Tara never came to my house. I never went to hers. In my head, she lived in public housing. I may be remembering that wrong. I also remember her being dark black, not medium black, not light black. That part may be wrong too. And she didn't not come over because she wasn't allowed. My parents didn't say, "Tara can't come over cause she's black." I have no idea why she didn't come over. Maybe I never invited her. Maybe she lived too far away. Maybe her parents hated white people. Maybe she commuted from Vernon Hills. Was there a Vernon Hills thirty years ago? Maybe she had to take the bus. Maybe she carpooled and her ride wouldn’t wait. Maybe her world wasn't public housing. Maybe, she was from Wilmette. Maybe her dad was a neurosurgeon and her mom got a PhD in Chinese from the University of Chicago, and she had to get home to play tennis with her stockbroker. I don't know why I decided what I decided about her life.
I used to tell this lie.
I told people that I had a friend named Tara W. That part was true. That’s the only reason I still remember her name; because I told this lie about her years after I knew her.

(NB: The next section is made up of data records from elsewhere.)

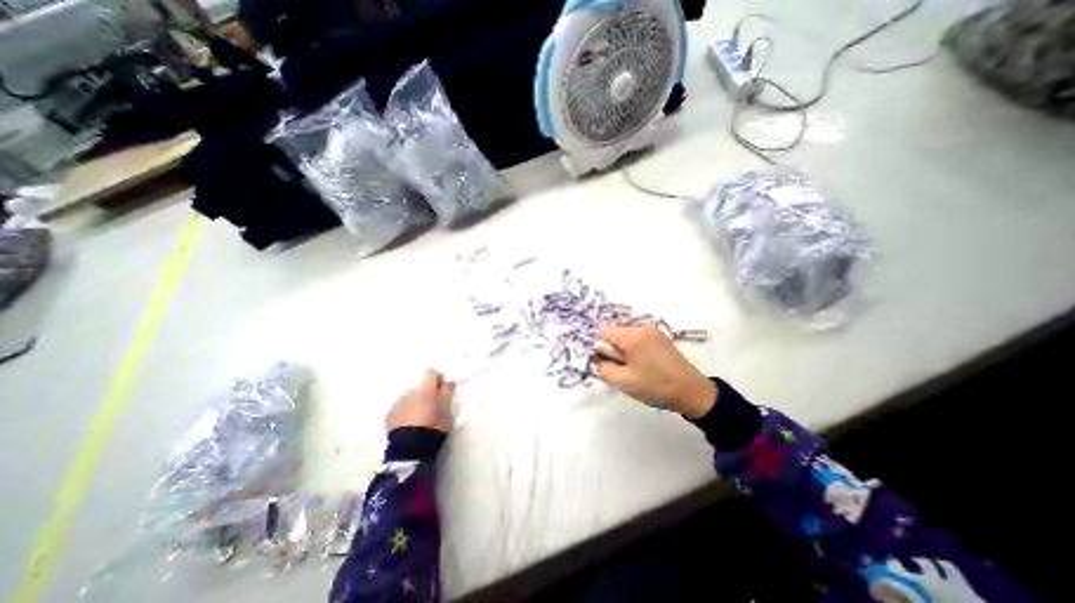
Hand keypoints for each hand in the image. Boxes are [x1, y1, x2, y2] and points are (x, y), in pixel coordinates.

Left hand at [385, 371, 453, 434]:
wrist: (410, 448)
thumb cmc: (434, 426)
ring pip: (409, 398)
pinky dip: (405, 412)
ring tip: (420, 419)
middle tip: (432, 408)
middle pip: (420, 388)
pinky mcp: (389, 416)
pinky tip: (410, 425)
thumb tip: (448, 382)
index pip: (431, 373)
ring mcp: (397, 404)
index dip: (437, 379)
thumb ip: (447, 393)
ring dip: (415, 403)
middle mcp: (409, 392)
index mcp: (425, 389)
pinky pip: (400, 409)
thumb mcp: (447, 410)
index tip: (442, 389)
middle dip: (426, 394)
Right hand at [591, 324, 715, 417]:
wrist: (693, 393)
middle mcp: (643, 327)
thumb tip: (596, 357)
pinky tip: (644, 366)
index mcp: (633, 336)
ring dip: (624, 352)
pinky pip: (637, 339)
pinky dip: (634, 351)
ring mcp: (653, 331)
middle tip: (623, 370)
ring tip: (635, 370)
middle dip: (613, 350)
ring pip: (625, 337)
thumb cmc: (656, 387)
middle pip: (615, 333)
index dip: (600, 348)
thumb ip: (603, 368)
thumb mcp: (623, 382)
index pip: (603, 332)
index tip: (607, 363)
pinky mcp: (660, 338)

This part isn't true. I went to Tara's house, at public housing...I remember the apartment that I made up...the floors were white and black speckled linoleum and cracking open like lava, the walls were thin plaster, there were no doors between the rooms...it felt like a corrugated tin shack, but on the seventh floor of a tenement. We rode the elevator and I was a little scared about it breaking down or someone putting a knife to my throat. Then, the lie lie. We were playing in some dreary room; light leaking through the cracked windows, and then Tara's mom comes home. She comes in and looks at me and says, "Tara, she's white!" I never told the story beyond that. That was the punch line. That was my proof that I'd been in that place, that I'd been outed for being white. That I wasn’t afraid to go to a place like that, where I was in danger and where I was acutely different, where I had journeyed where no white person had journeyed before. The story made me feel sort of weathered, even though I knew, every time that I told it, it was a lie. I never talked myself into thinking it really happened. But I probably told it thirty times in my life.
Last night, I got into a conversation with some friends about race, and I woke up remembering this lie. It made me wonder about why a kid would tell a lie like that.

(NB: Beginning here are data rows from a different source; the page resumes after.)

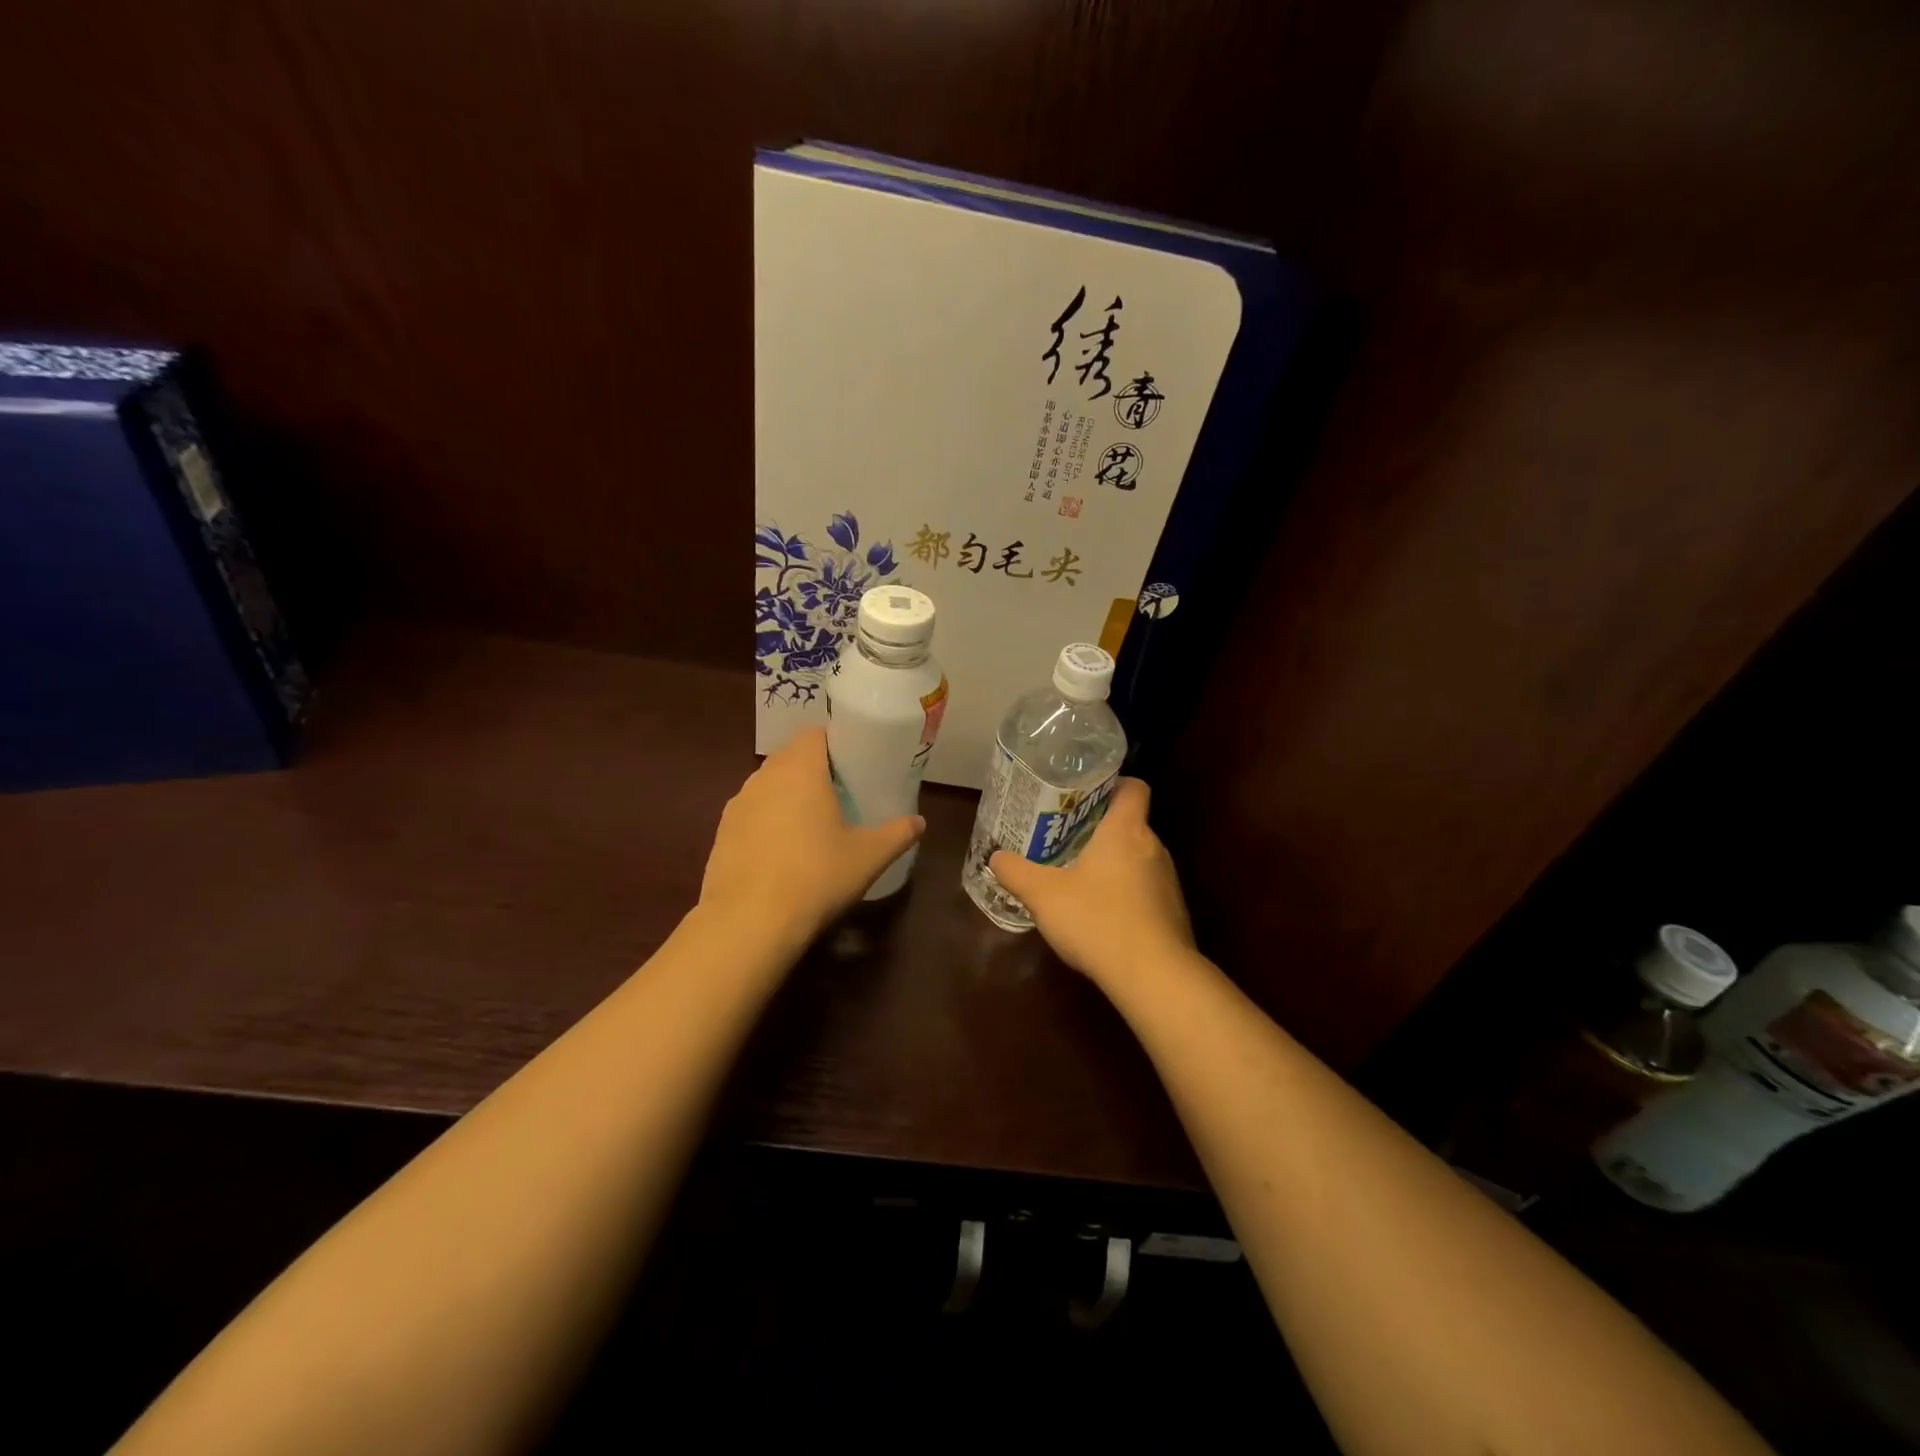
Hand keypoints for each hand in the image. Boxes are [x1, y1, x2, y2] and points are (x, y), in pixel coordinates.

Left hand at [700, 727, 924, 944]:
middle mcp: (764, 777)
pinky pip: (752, 813)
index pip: (814, 733)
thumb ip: (897, 834)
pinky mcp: (722, 833)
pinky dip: (768, 820)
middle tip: (841, 791)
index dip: (835, 741)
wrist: (749, 922)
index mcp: (800, 769)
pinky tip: (783, 850)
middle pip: (790, 756)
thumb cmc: (816, 877)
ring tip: (812, 821)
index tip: (854, 761)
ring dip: (788, 794)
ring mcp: (738, 804)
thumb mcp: (868, 857)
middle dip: (813, 768)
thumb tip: (919, 823)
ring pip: (768, 785)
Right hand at [988, 778, 1194, 984]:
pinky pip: (1145, 891)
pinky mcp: (1172, 914)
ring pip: (1137, 859)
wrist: (1154, 977)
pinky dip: (1124, 895)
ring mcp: (1167, 882)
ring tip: (1077, 878)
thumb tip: (995, 857)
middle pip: (1130, 824)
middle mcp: (1153, 848)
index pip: (1133, 788)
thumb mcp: (1043, 894)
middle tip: (1065, 838)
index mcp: (1126, 831)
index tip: (1085, 795)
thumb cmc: (1098, 920)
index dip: (1113, 784)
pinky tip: (1099, 916)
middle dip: (1099, 829)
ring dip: (1112, 864)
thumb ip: (1016, 872)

I know it has a lot to do with the neighborhood I came from, which has been called "one of the most successfully integrated neighborhoods in the country." I used to brag about that title, until I realized how few black friends I had actually integrated into my daily life. And then I wondered, "What is a successfully integrated neighborhood?" Sure we talked the talk, we all said the right things about race. We knew you didn’t say, “I have black friends” , because it made you seem too aware of race. The assumption was ‘of course you had black friends, why mention it?’ We knew we were all racist, to a degree. We said “Everyone’s racist.” We said “Everyone’s gay.” We talked the talk.
But what about that little lie about Tara? Why did I have to make something up? Then, it hits me. As a kid, I learned it was important to be a good white person, so I made up lies about being a good white person. I took a spiritual shortcut. The values of the neighborhood demanded that I didn’t make up lies about my dad winning the Nobel Prize, or my mom being a marginally famous movie star...I made up lies about being racially sophisticated. I made up lies about being a good white person. What in the hell is a good white person?